TLS server issues (Consul-k8s, vault secrets backend)

Hi all,

We are having some trouble getting ACLs to work properly. When we turn off manageSystemACLs consul starts fine and there are no issues. When we turn it on we are getting a whole bunch of errors. The weirdest one is that server-acl-init fails to connect to consul-server.

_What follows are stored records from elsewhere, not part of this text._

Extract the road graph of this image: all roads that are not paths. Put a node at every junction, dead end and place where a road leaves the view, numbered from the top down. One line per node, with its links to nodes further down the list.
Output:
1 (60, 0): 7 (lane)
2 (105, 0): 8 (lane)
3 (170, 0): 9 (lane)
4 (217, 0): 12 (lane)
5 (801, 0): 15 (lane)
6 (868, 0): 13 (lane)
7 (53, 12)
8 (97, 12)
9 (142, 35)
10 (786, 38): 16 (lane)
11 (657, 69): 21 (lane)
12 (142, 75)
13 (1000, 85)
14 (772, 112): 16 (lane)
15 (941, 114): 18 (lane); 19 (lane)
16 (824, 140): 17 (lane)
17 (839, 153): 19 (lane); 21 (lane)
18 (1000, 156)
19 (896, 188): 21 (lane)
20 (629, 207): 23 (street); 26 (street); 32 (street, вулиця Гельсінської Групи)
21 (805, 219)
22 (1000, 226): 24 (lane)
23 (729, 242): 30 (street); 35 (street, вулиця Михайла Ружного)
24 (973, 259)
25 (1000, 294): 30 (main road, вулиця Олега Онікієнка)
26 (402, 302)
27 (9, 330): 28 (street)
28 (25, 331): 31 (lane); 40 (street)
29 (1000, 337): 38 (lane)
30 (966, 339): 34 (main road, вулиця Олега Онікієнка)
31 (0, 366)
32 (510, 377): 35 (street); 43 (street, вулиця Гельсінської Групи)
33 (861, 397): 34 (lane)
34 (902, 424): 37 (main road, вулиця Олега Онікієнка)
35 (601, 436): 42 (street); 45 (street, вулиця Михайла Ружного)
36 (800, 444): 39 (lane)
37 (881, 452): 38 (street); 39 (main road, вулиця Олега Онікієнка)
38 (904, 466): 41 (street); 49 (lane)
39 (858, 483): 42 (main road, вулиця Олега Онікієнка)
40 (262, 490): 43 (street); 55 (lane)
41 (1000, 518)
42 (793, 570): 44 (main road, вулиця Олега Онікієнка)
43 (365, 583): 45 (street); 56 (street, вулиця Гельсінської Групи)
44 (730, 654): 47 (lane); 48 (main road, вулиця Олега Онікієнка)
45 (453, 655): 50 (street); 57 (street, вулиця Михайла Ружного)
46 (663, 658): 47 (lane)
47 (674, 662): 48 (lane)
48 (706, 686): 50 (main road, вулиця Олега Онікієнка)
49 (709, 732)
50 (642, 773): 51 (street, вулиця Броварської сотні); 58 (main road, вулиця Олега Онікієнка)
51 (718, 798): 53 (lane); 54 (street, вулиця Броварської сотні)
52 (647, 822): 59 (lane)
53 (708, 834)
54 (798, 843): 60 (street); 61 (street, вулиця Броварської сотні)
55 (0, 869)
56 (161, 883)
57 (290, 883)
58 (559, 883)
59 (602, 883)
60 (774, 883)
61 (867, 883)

We are using the vault secrets backend to generate the certificates.

server-acl-init pod:

{"@level":"error","@message":"Failure: calling /agent/self to get datacenter","@timestamp":"2022-05-25T08:50:47.768244Z","err":"Get \"https://global-consul-consul-server-0.global-consul-consul-server.default.svc:8501/v1/agent/self\": x509: certificate signed by unknown authority"}

We are writing the consul-ca secret before applying the helm chart. the value of consul-ca is:

apiVersion: v1
data:
  ca.crt: <secret>
kind: Secret
metadata:
  name: consul-ca
  namespace: default
type: Opaque

We created two PKI mounts:

pki/root-pki
pki/intermediate-pki

We followed the documentation here:

But it didn’t mention the CA PKI at all. It does mention it here: Generate mTLS Certificates for Consul with Vault | Consul - HashiCorp Learn

Instead of pki and pki_int we have:

pki/root-pki
pki/intermediate-pki

The value here is the same as we have in vault (pki/intermediate-pki/cert/ca).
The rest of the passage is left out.